# Need some help



## Cauterox4 (Feb 11, 2018)

Looking to start a 75 gallon planted tank. So my question is what substrate should I use. Should I get the stuff from the lfs or use dirt from Home Depot and if dirt what brand. Thanks for the help


----------



## DutchMuch (Apr 12, 2017)

Are you doing high tech low tech or med tech? and what plants do you plan on using? what kind of fish and other inhabitants? lighting? pressurized Co2?


----------



## Cauterox4 (Feb 11, 2018)

Looking to start with low tech and work my way up and add co2 later


----------



## Michael (Jul 20, 2010)

My suggestion would be to use a soil substrate with a cap, as in the Walstad method.
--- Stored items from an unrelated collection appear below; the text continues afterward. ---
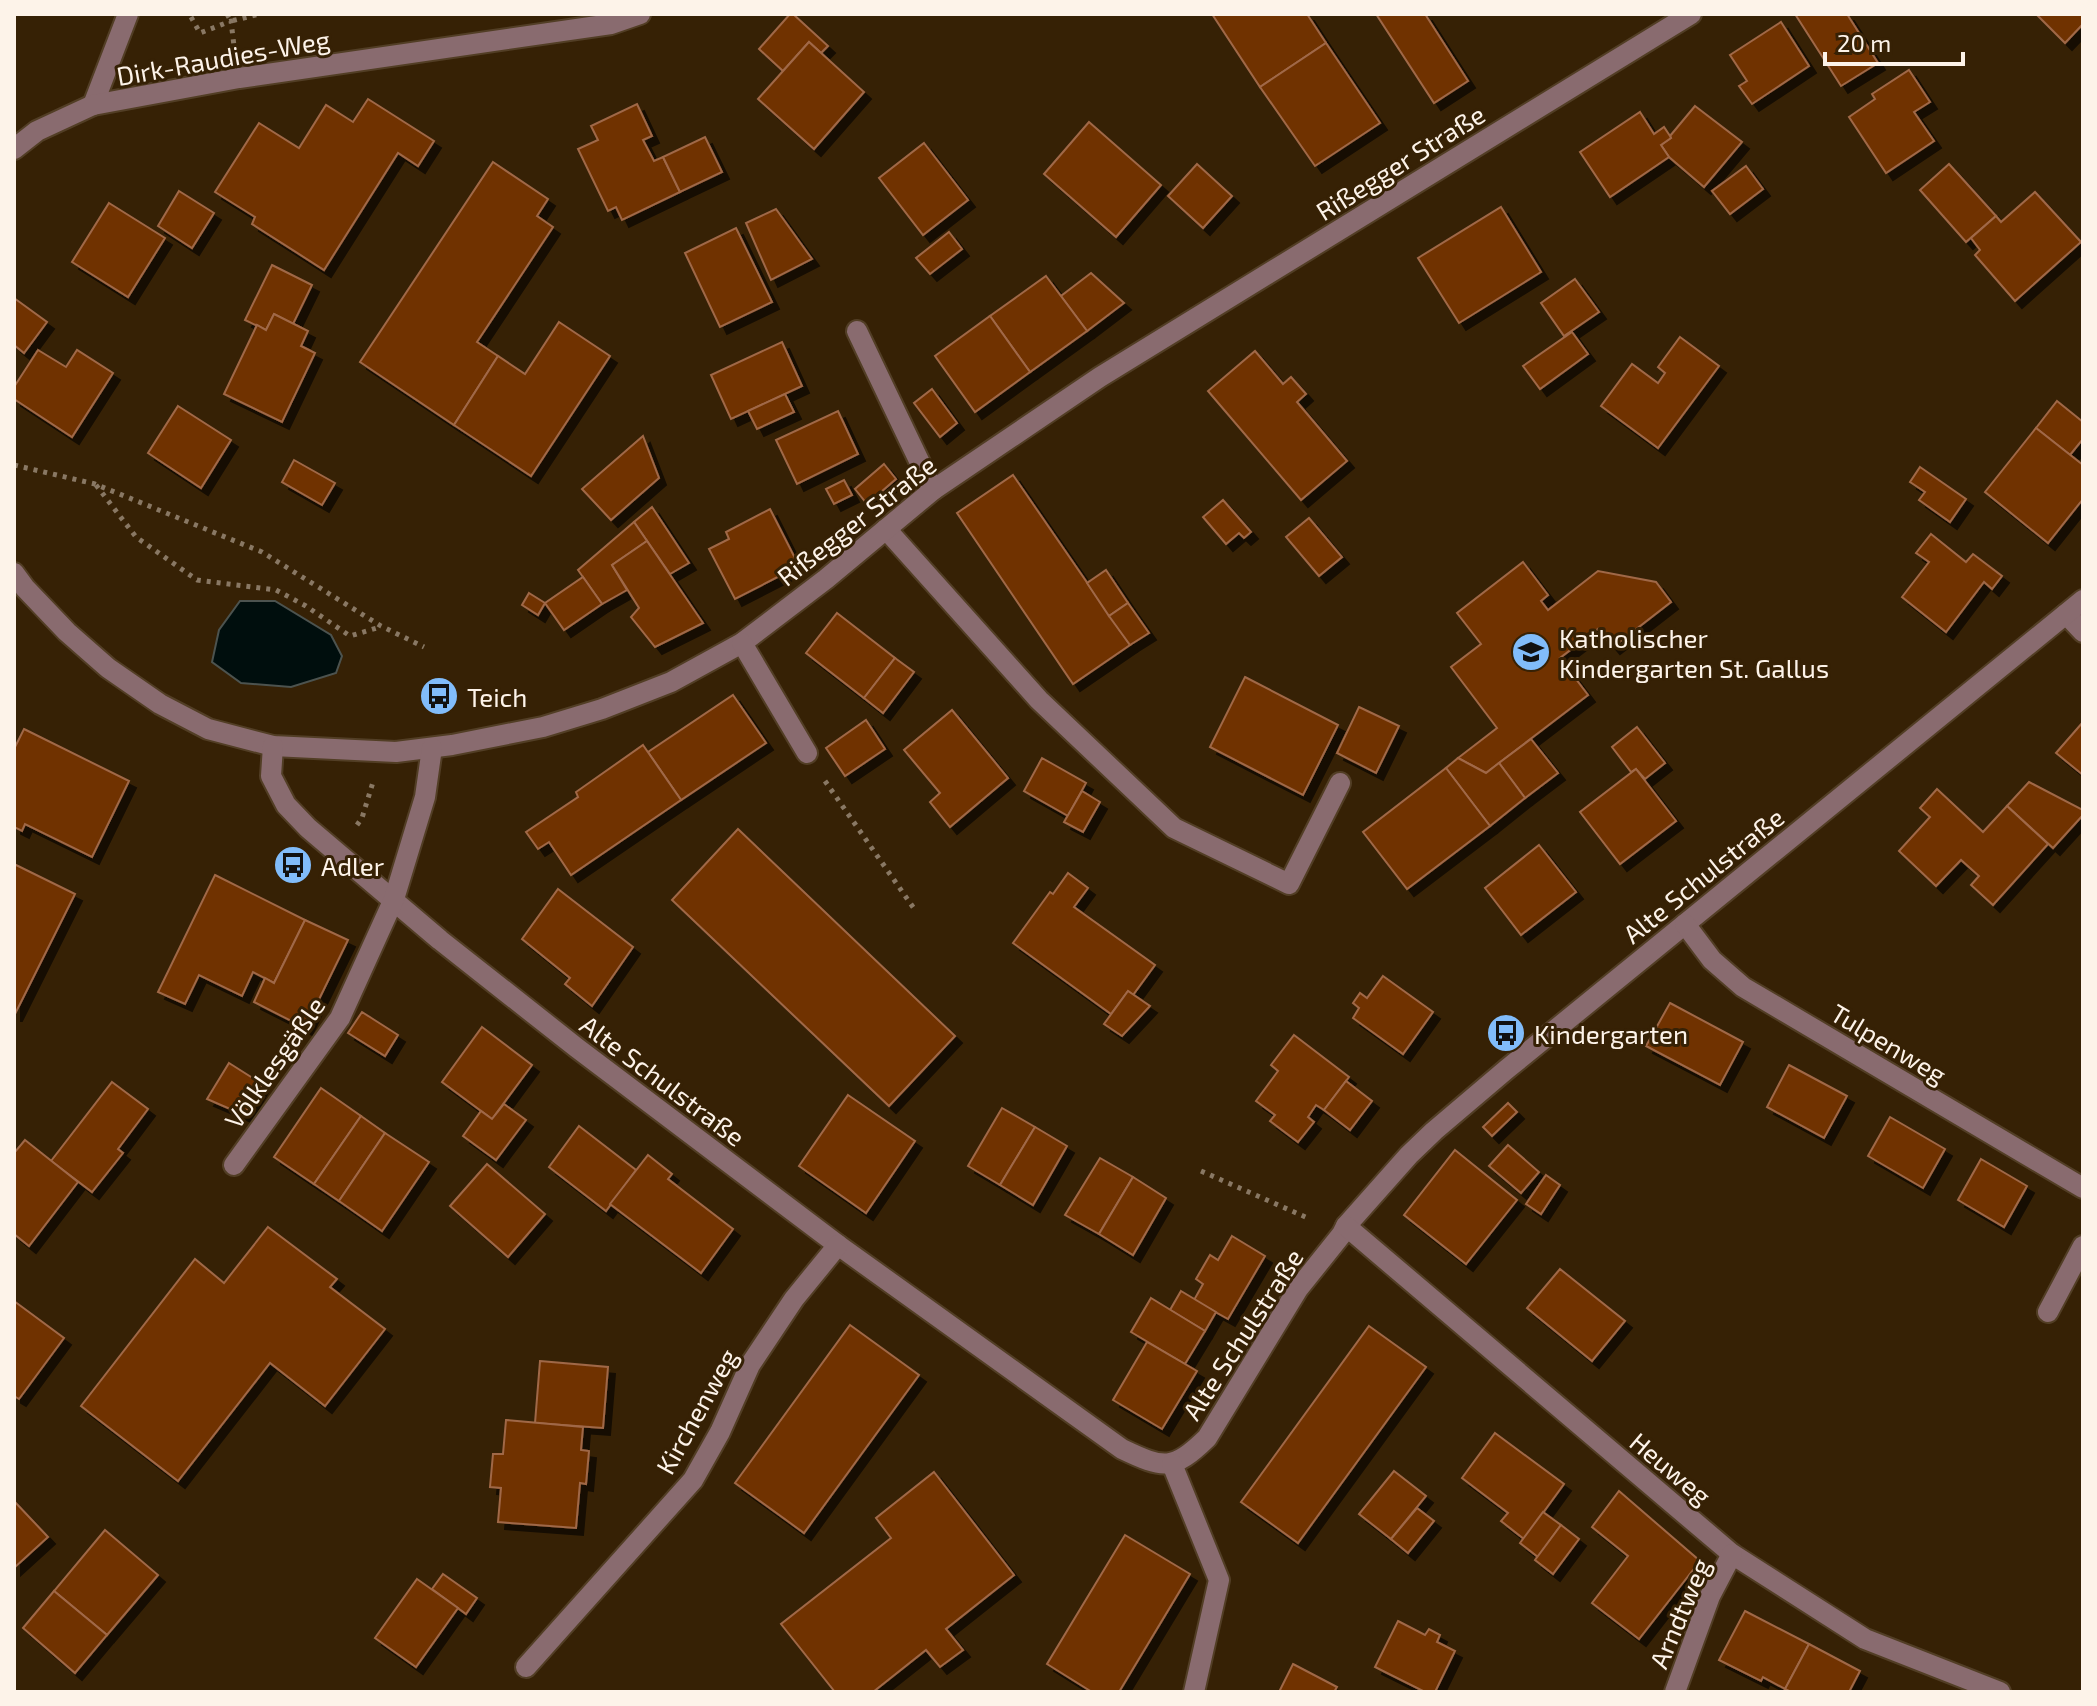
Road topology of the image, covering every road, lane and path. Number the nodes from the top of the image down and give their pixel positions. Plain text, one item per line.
1 (128, 14) edge
2 (227, 14) edge
3 (260, 14) edge
4 (640, 14) edge
5 (1691, 14) edge
6 (191, 17) dead end
7 (231, 21) junction
8 (93, 105) junction
9 (14, 149) edge
10 (857, 331) dead end
11 (14, 465) edge
12 (95, 484) junction
13 (933, 490) junction
14 (886, 529) junction
15 (14, 573) edge
16 (2083, 600) edge
17 (2066, 614) junction
18 (381, 626) junction
19 (2083, 632) edge
20 (742, 643) junction
21 (424, 647) dead end
22 (273, 746) junction
23 (432, 748) junction
24 (378, 752) junction
25 (807, 753) joint
26 (1340, 783) dead end
27 (336, 851) junction
28 (394, 899) junction
29 (915, 910) dead end
30 (1685, 924) junction
31 (234, 1165) dead end
32 (1201, 1171) dead end
33 (2083, 1188) edge
34 (1344, 1230) junction
35 (838, 1245) junction
36 (2083, 1246) edge
37 (2048, 1312) dead end
38 (1172, 1464) junction
39 (1732, 1554) junction
40 (526, 1667) dead end
41 (1194, 1692) edge
42 (1675, 1692) edge
43 (2000, 1692) edge

1 - 8 street
2 - 7 path
3 - 7 path
4 - 8 street, Dirk-Raudies-Weg
5 - 13 street, Rißegger Straße
6 - 7 path
8 - 9 street, Dirk-Raudies-Weg
10 - 13 street
11 - 12 path
12 - 18 path
12 - 18 path
13 - 14 street, Rißegger Straße
14 - 20 street, Rißegger Straße
14 - 26 street
15 - 22 street, Rißegger Straße
16 - 17 street, Alte Schulstraße
17 - 19 street
17 - 30 street, Alte Schulstraße
18 - 21 path
20 - 23 street, Rißegger Straße
20 - 25 street
22 - 24 street, Rißegger Straße
22 - 27 street, Alte Schulstraße
23 - 24 street, Rißegger Straße
23 - 28 street
24 - 27 path
25 - 29 path
27 - 28 street, Alte Schulstraße
28 - 31 street, Völklesgäßle
28 - 35 street, Alte Schulstraße
30 - 33 street, Tulpenweg
30 - 34 street, Alte Schulstraße
32 - 34 path
34 - 38 street, Alte Schulstraße
34 - 39 street, Heuweg
35 - 38 street, Alte Schulstraße
35 - 40 street, Kirchenweg
36 - 37 street
38 - 41 street
39 - 42 street, Arndtweg
39 - 43 street, Heuweg

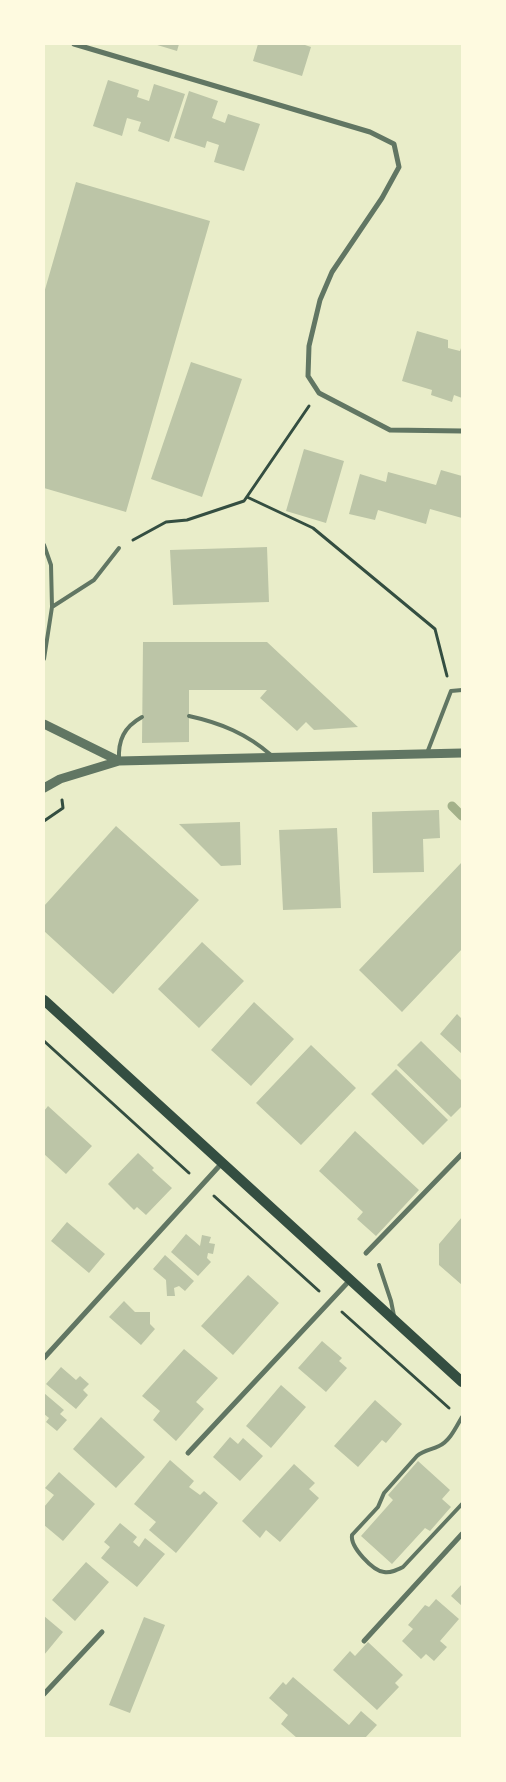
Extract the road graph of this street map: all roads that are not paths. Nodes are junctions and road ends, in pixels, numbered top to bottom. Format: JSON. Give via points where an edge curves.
{"nodes":[{"id":1,"x":74,"y":44,"type":"edge"},
{"id":2,"x":462,"y":431,"type":"edge"},
{"id":3,"x":44,"y":546,"type":"edge"},
{"id":4,"x":119,"y":548,"type":"road end"},
{"id":5,"x":52,"y":607,"type":"junction"},
{"id":6,"x":44,"y":659,"type":"edge"},
{"id":7,"x":462,"y":690,"type":"edge"},
{"id":8,"x":189,"y":716,"type":"dead end"},
{"id":9,"x":142,"y":717,"type":"dead end"},
{"id":10,"x":44,"y":724,"type":"edge"},
{"id":11,"x":426,"y":753,"type":"junction"},
{"id":12,"x":462,"y":753,"type":"edge"},
{"id":13,"x":275,"y":758,"type":"junction"},
{"id":14,"x":119,"y":761,"type":"junction"},
{"id":15,"x":44,"y":788,"type":"edge"},
{"id":16,"x":44,"y":1000,"type":"edge"},
{"id":17,"x":462,"y":1154,"type":"edge"},
{"id":18,"x":222,"y":1163,"type":"junction"},
{"id":19,"x":366,"y":1253,"type":"dead end"},
{"id":20,"x":379,"y":1265,"type":"dead end"},
{"id":21,"x":350,"y":1280,"type":"junction"},
{"id":22,"x":395,"y":1321,"type":"junction"},
{"id":23,"x":44,"y":1358,"type":"edge"},
{"id":24,"x":461,"y":1380,"type":"edge"},
{"id":25,"x":462,"y":1418,"type":"edge"},
{"id":26,"x":188,"y":1453,"type":"dead end"},
{"id":27,"x":462,"y":1504,"type":"edge"},
{"id":28,"x":462,"y":1534,"type":"edge"},
{"id":29,"x":102,"y":1632,"type":"dead end"},
{"id":30,"x":364,"y":1641,"type":"dead end"},
{"id":31,"x":44,"y":1694,"type":"edge"}],
"edges":[{"from":1,"to":2,"type":"street","via":[[370,132],[394,144],[399,167],[332,272],[320,300],[309,346],[308,376],[319,393],[390,430]]},
{"from":3,"to":5,"type":"lane","via":[[51,565]]},
{"from":4,"to":5,"type":"lane","via":[[94,580]]},
{"from":5,"to":6,"type":"lane"},
{"from":7,"to":11,"type":"lane","via":[[451,691]]},
{"from":8,"to":13,"type":"lane","via":[[227,726]]},
{"from":9,"to":14,"type":"lane","via":[[125,730],[120,740]]},
{"from":10,"to":14,"type":"street"},
{"from":11,"to":12,"type":"street"},
{"from":11,"to":13,"type":"street"},
{"from":13,"to":14,"type":"street"},
{"from":14,"to":15,"type":"street","via":[[60,779]]},
{"from":16,"to":18,"type":"main road"},
{"from":17,"to":19,"type":"street"},
{"from":18,"to":21,"type":"main road"},
{"from":18,"to":23,"type":"street"},
{"from":20,"to":22,"type":"lane"},
{"from":21,"to":22,"type":"main road"},
{"from":21,"to":26,"type":"street"},
{"from":22,"to":24,"type":"main road"},
{"from":25,"to":27,"type":"lane","via":[[443,1444],[416,1456],[384,1493],[378,1507],[352,1535],[352,1540],[356,1550],[371,1564],[382,1572],[392,1572],[403,1567]]},
{"from":28,"to":30,"type":"street"},
{"from":29,"to":31,"type":"street"}]}
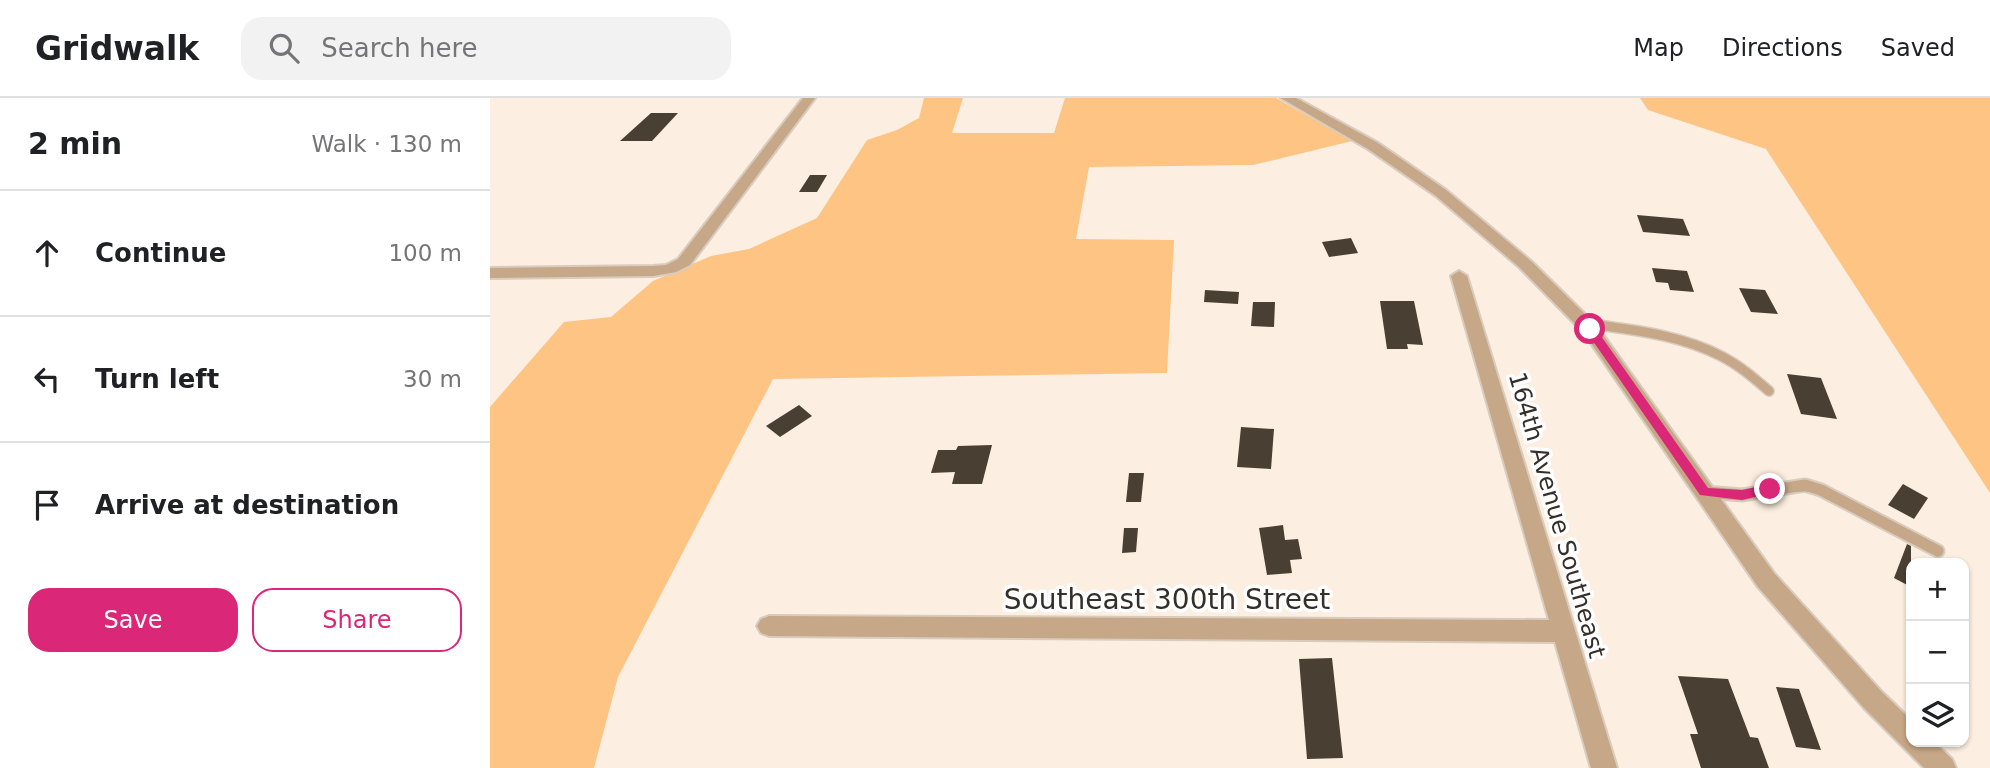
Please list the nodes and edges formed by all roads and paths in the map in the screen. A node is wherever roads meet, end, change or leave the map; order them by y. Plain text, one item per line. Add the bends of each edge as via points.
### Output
1 (809, 98) edge
2 (1287, 98) edge
3 (490, 273) edge
4 (1459, 276) dead end
5 (1584, 323) junction
6 (1769, 391) dead end
7 (1705, 492) junction
8 (1938, 551) dead end
9 (769, 626) dead end
10 (1564, 631) junction
11 (1906, 732) edge
12 (1921, 747) edge
13 (1604, 768) edge
14 (1943, 768) edge

1 - 3 street via 684,262 653,271
2 - 5 street via 1373,146 1441,193 1525,264
4 - 10 street, 164th Avenue Southeast
5 - 6 lane via 1705,348 1739,366
5 - 7 street
7 - 8 lane via 1742,495 1805,485
7 - 11 street via 1766,580
9 - 10 street, Southeast 300th Street
10 - 13 street, 164th Avenue Southeast
12 - 14 street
There is a huge amount of information in the El Natural forum, especially in this thread http://www.aquaticplantcentral.com/forumapc/el-natural/84918-suitable-soils-walstad-method.html

Soil substrates work in both low tech and high tech tanks, so you won't need to change if you add CO2. When buying soil from big boxes, choose the least expensive and simplest bagged product you can find. Avoid fertilized soil mixes, and be ready to do some preparation on the soil before you use it.


----------



## TropTrea (Jan 10, 2014)

What I have been using for many years now is API's first layer pure Laterlite. In your case I would get 3 of the 55 ounce boxes and put it into the empty dry aquarium Then add 50 pounds of fine red garnet gravel. (not you can use any inert gravel the has a desirable color for you, I used to like mixing the red granet with black diamond for a dark effect) Now stir everything up so you have a an even mix between the two. Finally add another 25 pounds of your redgranet to seal or cap the laterlite into the base of the substrate. 

Finally put a board or large piece of Styrofoam on the gravel and very slowly add water being careful not to disturb the substrate. When the tank is full it will have some cloudiness and air bubbles, Usually 1 or two days with the filter on clears this up enough to crystal clear.

Now you can slowly start planting.


----------